-- Opening Marker --

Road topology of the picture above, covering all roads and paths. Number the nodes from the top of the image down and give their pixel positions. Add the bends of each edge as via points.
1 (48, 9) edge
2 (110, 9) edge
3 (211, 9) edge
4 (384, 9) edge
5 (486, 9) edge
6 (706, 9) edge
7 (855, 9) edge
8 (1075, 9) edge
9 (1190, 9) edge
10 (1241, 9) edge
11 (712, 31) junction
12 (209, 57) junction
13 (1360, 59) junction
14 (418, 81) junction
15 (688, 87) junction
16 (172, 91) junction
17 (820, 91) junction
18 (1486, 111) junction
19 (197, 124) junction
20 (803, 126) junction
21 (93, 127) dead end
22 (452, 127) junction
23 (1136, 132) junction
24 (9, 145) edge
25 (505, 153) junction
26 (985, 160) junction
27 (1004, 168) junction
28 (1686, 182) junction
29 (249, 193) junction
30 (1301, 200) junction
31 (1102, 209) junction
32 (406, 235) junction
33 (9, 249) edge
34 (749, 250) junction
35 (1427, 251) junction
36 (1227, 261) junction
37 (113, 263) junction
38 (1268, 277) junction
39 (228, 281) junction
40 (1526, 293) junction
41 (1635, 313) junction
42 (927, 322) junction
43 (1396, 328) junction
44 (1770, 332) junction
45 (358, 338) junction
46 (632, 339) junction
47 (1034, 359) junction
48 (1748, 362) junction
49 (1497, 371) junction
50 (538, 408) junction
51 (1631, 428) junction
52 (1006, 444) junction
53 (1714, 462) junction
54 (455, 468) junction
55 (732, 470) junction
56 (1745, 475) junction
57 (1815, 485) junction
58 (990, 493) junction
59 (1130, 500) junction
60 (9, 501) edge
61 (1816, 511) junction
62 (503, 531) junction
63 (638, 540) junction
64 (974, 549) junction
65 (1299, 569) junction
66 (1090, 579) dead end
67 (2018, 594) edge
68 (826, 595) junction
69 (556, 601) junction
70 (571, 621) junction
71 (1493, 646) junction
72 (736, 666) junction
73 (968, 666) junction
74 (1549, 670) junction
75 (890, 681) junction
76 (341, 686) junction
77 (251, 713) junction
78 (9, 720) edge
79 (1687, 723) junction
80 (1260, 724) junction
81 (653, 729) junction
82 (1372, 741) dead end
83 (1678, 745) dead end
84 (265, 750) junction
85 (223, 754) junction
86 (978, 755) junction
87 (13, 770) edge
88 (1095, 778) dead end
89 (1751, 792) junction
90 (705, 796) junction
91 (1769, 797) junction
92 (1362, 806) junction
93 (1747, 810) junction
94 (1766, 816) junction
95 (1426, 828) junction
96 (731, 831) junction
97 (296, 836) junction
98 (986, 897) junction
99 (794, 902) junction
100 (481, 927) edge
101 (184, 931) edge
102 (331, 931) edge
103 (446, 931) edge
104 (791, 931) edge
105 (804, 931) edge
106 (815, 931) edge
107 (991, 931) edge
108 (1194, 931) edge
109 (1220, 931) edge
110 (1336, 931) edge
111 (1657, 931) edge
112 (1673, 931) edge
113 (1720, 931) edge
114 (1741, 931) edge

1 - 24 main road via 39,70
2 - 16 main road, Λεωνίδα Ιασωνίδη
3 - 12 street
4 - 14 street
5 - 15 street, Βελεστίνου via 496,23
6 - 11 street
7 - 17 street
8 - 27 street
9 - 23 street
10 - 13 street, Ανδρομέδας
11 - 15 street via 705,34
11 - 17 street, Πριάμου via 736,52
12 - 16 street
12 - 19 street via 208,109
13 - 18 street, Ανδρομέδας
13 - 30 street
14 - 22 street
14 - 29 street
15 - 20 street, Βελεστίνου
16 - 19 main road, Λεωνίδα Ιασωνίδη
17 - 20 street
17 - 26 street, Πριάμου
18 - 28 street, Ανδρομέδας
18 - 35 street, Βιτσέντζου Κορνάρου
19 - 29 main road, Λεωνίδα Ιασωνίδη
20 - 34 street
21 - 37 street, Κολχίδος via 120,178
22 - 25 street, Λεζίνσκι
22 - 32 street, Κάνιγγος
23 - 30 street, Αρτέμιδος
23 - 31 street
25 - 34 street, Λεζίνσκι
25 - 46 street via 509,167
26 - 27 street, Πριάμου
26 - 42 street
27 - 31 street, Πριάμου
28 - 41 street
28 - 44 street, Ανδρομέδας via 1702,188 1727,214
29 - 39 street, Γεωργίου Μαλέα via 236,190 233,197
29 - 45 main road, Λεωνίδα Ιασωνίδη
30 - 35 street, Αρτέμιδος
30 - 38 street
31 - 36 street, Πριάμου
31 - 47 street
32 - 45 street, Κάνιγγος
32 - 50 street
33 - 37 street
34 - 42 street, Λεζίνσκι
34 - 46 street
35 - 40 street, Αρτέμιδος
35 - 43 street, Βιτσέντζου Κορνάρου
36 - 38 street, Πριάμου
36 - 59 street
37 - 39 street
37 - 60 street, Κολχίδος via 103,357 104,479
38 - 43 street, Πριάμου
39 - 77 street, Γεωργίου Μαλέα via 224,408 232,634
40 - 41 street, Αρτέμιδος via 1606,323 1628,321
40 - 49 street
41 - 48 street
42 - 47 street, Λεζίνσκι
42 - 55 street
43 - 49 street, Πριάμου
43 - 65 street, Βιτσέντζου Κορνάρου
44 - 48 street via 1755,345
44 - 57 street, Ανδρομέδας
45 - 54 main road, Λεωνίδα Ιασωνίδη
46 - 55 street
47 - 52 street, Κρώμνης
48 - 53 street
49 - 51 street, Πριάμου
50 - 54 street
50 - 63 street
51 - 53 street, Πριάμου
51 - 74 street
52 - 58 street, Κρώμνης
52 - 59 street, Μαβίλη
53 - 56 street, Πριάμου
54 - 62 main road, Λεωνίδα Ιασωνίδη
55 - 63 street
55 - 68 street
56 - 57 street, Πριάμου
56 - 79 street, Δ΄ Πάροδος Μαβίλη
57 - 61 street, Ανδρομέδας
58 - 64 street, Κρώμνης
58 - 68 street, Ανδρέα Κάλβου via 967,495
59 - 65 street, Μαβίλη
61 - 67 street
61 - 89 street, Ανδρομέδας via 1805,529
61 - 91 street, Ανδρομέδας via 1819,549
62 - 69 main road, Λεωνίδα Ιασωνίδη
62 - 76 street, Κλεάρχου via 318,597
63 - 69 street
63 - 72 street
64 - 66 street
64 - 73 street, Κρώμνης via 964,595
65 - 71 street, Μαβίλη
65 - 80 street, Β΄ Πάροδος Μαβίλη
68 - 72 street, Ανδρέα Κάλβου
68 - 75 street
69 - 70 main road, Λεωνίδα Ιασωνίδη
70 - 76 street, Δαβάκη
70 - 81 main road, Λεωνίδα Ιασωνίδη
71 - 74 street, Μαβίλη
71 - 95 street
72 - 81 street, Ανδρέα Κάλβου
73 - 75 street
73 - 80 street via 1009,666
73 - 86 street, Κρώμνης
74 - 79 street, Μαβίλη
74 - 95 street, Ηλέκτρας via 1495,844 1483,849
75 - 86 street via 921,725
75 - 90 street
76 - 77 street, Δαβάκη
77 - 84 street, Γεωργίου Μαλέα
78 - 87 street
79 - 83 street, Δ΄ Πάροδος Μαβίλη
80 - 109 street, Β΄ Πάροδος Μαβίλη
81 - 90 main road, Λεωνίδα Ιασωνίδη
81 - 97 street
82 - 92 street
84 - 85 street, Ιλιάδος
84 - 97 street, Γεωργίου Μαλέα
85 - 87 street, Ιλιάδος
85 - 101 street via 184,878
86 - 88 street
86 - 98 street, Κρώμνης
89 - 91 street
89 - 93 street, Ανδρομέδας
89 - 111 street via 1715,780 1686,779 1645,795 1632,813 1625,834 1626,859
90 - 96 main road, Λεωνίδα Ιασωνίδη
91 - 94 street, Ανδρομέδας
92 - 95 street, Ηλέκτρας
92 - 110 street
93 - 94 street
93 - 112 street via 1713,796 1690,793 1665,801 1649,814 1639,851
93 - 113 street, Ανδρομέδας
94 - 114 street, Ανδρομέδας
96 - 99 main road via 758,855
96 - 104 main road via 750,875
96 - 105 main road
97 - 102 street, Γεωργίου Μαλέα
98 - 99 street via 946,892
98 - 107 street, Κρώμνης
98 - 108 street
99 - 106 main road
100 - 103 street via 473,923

-- Closing Marker --

> _DIRECTIONS FOR THIS TASK_: Please go through the data above and copy each line that has the word "Κολχίδος".

> _COMPLETED TASK_:
21 - 37 street, Κολχίδος via 120,178
37 - 60 street, Κολχίδος via 103,357 104,479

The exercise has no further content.